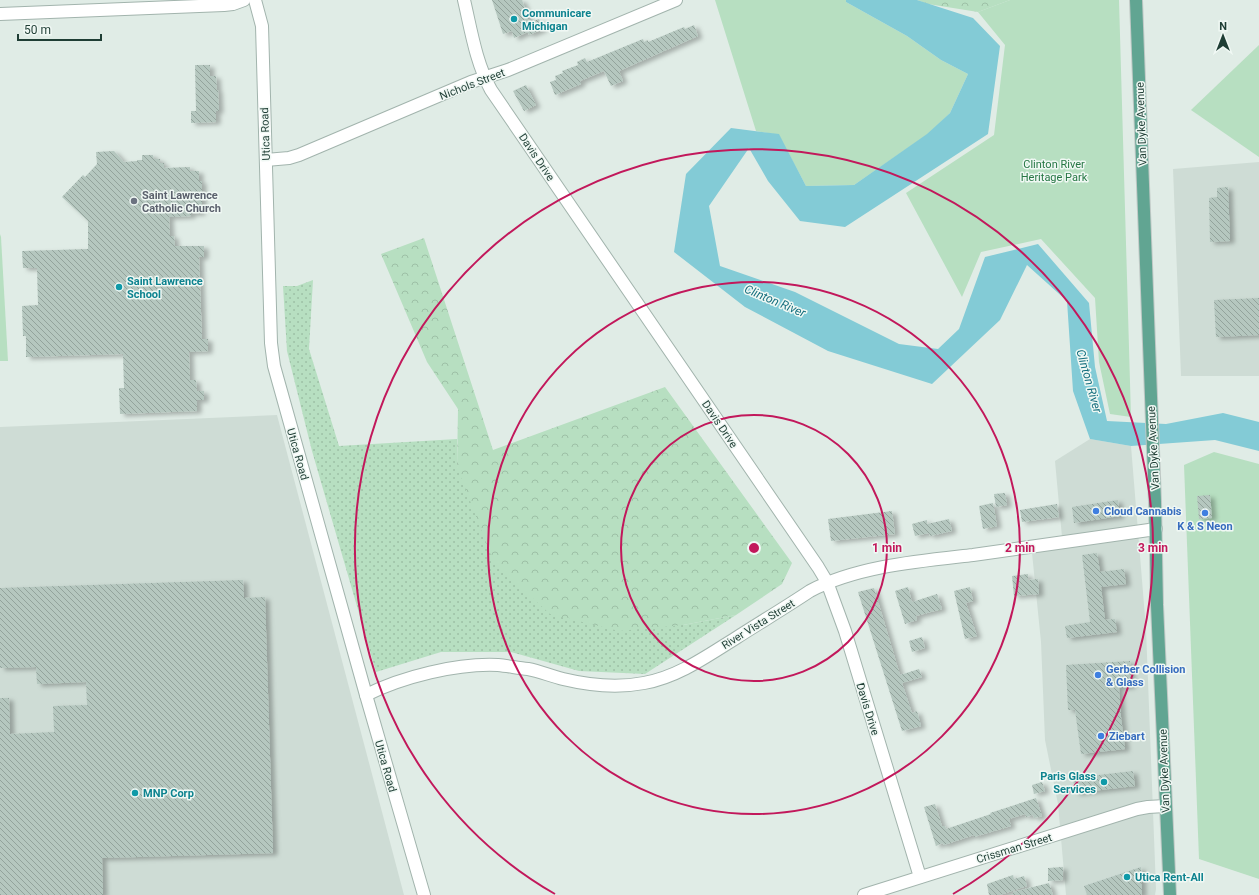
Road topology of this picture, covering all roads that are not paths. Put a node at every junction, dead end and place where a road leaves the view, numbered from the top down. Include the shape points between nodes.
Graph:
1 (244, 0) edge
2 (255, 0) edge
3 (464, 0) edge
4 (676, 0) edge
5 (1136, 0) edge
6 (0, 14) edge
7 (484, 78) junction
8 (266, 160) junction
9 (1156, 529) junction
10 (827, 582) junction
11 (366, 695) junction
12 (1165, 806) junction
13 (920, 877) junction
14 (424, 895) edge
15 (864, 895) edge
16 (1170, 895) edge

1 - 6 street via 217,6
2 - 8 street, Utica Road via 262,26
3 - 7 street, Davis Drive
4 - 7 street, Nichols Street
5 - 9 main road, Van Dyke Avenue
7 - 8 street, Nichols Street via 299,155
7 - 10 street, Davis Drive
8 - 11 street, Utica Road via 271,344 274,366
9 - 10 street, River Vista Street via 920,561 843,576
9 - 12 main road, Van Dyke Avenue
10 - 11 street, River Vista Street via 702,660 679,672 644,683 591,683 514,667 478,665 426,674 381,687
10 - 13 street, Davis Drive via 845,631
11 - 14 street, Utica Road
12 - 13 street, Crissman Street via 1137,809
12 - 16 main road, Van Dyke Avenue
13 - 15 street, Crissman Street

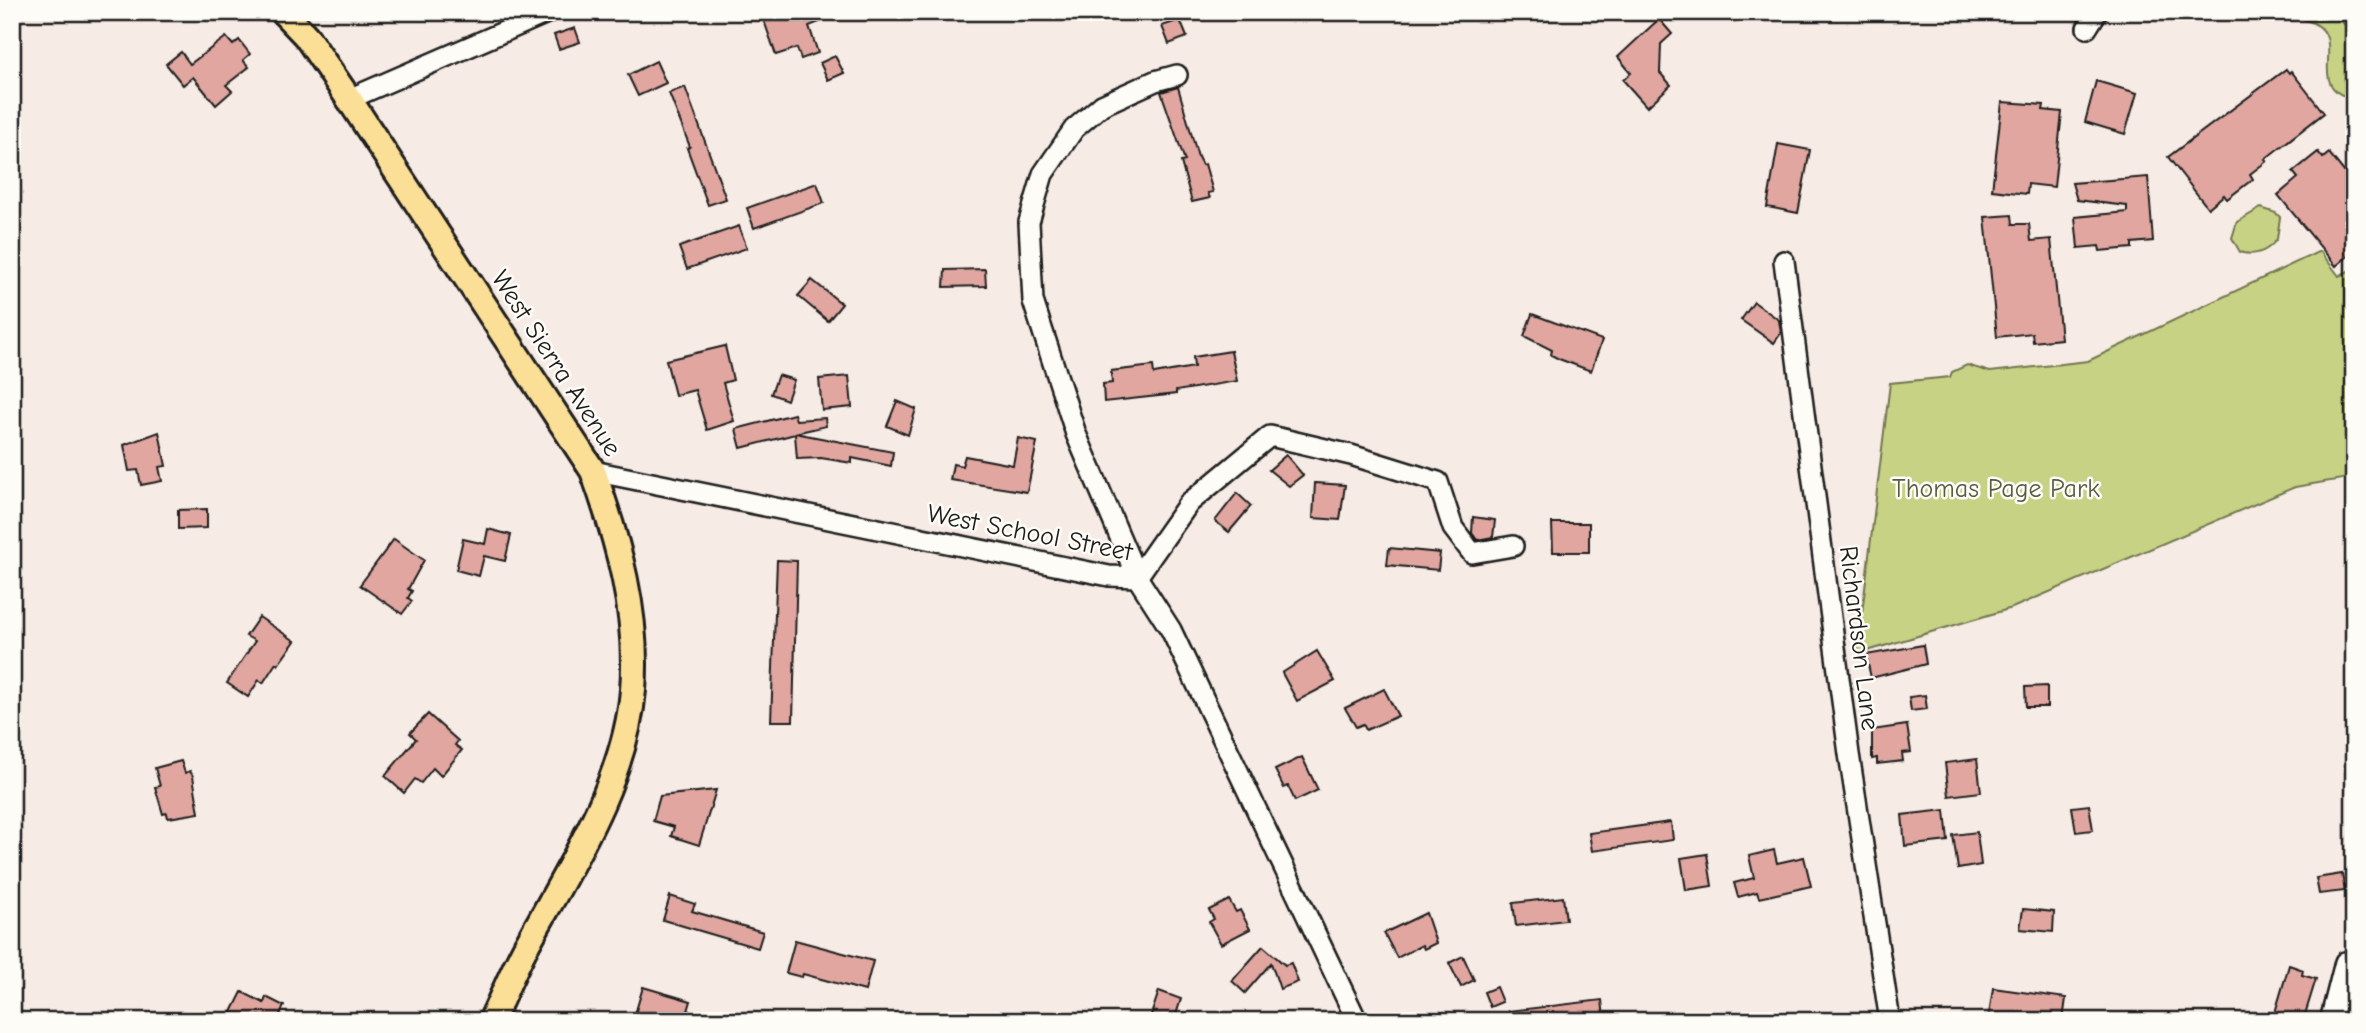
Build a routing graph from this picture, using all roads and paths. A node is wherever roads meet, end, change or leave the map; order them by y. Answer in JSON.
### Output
··········
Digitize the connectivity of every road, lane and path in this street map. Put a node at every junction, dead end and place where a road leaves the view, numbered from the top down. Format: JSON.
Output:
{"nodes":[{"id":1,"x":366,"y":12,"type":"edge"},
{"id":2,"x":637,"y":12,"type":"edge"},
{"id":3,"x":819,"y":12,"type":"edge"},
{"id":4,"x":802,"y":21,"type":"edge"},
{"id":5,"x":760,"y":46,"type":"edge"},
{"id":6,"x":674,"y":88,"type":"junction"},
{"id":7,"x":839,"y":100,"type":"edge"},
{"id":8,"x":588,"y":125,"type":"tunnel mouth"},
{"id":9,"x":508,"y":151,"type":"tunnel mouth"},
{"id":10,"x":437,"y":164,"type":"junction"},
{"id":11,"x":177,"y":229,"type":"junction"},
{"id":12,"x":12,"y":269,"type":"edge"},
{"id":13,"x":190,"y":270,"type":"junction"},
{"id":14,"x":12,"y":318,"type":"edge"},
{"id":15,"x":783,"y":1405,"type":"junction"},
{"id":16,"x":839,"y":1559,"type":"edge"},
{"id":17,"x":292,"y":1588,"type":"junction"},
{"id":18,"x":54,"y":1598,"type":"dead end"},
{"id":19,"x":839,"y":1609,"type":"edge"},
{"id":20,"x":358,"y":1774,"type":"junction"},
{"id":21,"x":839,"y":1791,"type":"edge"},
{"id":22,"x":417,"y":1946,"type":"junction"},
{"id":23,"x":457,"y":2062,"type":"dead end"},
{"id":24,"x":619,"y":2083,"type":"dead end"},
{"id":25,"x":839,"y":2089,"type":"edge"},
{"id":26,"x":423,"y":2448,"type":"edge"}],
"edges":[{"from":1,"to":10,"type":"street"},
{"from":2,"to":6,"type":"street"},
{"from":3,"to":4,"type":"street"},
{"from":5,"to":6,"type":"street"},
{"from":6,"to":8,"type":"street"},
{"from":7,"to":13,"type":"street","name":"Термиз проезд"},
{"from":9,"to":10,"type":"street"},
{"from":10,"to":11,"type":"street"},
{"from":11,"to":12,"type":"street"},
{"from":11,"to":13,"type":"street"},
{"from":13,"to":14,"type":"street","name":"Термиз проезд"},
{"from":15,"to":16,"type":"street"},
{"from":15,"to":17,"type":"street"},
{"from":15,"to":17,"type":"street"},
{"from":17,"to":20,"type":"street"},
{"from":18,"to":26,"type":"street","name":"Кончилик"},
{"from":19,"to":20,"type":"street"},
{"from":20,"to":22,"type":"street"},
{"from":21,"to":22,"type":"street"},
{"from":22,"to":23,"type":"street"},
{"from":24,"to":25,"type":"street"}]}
··········
Problem details - Scan the entries and show every line in which the word "place" is found.

Written answer -
Road topology of this picture, covering all roads that are not paths. Put a node at every junction, dead end and place where a road leaves the view, numbered from the top down. Include the shape points between nodes.
Digitize the connectivity of every road, lane and path in this street map. Put a node at every junction, dead end and place where a road leaves the view, numbered from the top down. Format: JSON.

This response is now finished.